Gestão de resíduos na sociedade brasileira

Enviada em 05/05/2026

No filme “Wall-E”, é retratado um futuro distópico em que a Terra se torna inabitável devido ao acúmulo excessivo de lixo produzido pelos seres humanos. Fora da ficção, observa-se que, na sociedade brasileira, a problemática da gestão de resíduos ainda representa um grande desafio, uma vez que, de modo semelhante ao cenário do filme, há a destinação inadequada do lixo e a baixa conscientização ambiental. Assim, torna-se necessário analisar a lógica consumista e a deficiência educacional como fatores que agravam essa questão.

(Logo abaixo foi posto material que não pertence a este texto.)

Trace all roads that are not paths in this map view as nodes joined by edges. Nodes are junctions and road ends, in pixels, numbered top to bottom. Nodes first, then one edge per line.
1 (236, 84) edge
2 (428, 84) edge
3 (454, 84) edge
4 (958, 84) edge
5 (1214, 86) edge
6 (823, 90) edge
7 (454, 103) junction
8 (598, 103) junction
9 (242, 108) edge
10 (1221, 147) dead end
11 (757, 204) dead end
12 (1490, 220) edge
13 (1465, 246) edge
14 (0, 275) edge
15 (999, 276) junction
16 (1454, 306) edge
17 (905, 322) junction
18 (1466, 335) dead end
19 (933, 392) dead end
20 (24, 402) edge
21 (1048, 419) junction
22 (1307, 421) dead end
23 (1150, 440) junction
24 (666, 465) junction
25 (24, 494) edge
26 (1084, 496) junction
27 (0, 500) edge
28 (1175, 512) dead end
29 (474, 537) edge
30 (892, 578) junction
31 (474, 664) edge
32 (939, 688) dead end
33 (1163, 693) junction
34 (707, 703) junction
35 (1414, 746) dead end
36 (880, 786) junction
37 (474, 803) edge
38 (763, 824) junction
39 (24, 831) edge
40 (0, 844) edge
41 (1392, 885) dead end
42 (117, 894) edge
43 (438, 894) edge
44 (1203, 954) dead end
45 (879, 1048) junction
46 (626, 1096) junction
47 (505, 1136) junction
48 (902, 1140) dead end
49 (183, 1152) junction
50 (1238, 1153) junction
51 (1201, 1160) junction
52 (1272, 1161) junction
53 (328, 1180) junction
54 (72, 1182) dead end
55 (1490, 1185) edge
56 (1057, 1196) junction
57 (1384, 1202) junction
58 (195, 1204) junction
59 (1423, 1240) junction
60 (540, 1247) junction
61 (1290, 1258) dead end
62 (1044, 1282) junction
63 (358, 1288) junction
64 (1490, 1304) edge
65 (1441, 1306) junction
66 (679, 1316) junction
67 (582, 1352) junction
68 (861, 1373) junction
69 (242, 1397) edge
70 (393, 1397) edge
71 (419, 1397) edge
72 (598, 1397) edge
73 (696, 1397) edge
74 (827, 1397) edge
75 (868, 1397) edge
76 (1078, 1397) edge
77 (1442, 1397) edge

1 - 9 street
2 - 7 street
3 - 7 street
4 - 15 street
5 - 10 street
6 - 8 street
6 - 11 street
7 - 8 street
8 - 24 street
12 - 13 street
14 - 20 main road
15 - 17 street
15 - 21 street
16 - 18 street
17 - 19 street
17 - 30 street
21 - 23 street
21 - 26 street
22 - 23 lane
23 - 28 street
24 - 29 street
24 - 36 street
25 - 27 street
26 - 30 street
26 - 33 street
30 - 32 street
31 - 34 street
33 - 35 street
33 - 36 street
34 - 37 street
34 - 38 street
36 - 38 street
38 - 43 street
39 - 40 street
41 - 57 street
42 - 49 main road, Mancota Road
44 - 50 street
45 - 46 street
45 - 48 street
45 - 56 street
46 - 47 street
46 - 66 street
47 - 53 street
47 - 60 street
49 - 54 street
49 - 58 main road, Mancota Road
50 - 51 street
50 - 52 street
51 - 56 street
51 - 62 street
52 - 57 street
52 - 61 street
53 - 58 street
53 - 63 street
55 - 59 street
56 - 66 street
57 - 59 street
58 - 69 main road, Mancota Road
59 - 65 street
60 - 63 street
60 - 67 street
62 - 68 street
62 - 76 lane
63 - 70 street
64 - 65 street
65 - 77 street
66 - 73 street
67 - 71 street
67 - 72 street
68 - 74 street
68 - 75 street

Diante de cenário, a mentalidade mercantil dificulta a conscientização individual sobre as mudanças climáticas. Acerca disso, o filósofo Karl Max aponta que o sistema capitalista visa ao lucro e, assim, ignora os efeitos negativos causados por essa busca excessiva pro capital. Sob essa ótica, tal crítica aplica-se à realidade atual, uma vez que o consumo compulsivo e a superprodução decorre, da priorização de ganhos econômicos em detrimento do meio ambiente - a exemplo em áreas de grandes metrópoles -, intensifica a geração de resíduos, o que resulta na sobrecarga de aterros sanitários e no descarte irregular em vias públicas. Logo, enquanto essa mentalidade persistir, a problemática do lixo continuará sendo agravada no país.

Além disso, é importante destacar que a deficiência no sistema educacional agrava o problema da gestão de resíduos. De acordo com o sociólogo Edgar Morin, a educação deve promover a integração de saberes e o desenvolvimento do pensamento crítico. No entanto, no Brasil, a ausência de uma educação ambiental eficaz — perceptível na falta de projetos escolares voltados à reciclagem e ao consumo consciente — impede que os indivíduos compreendam seu papel na preservação ambiental, o que contribui para o descarte inadequado de resíduos. Portanto, sem a formação de uma consciência ecológica, torna-se difícil reverter esse cenário.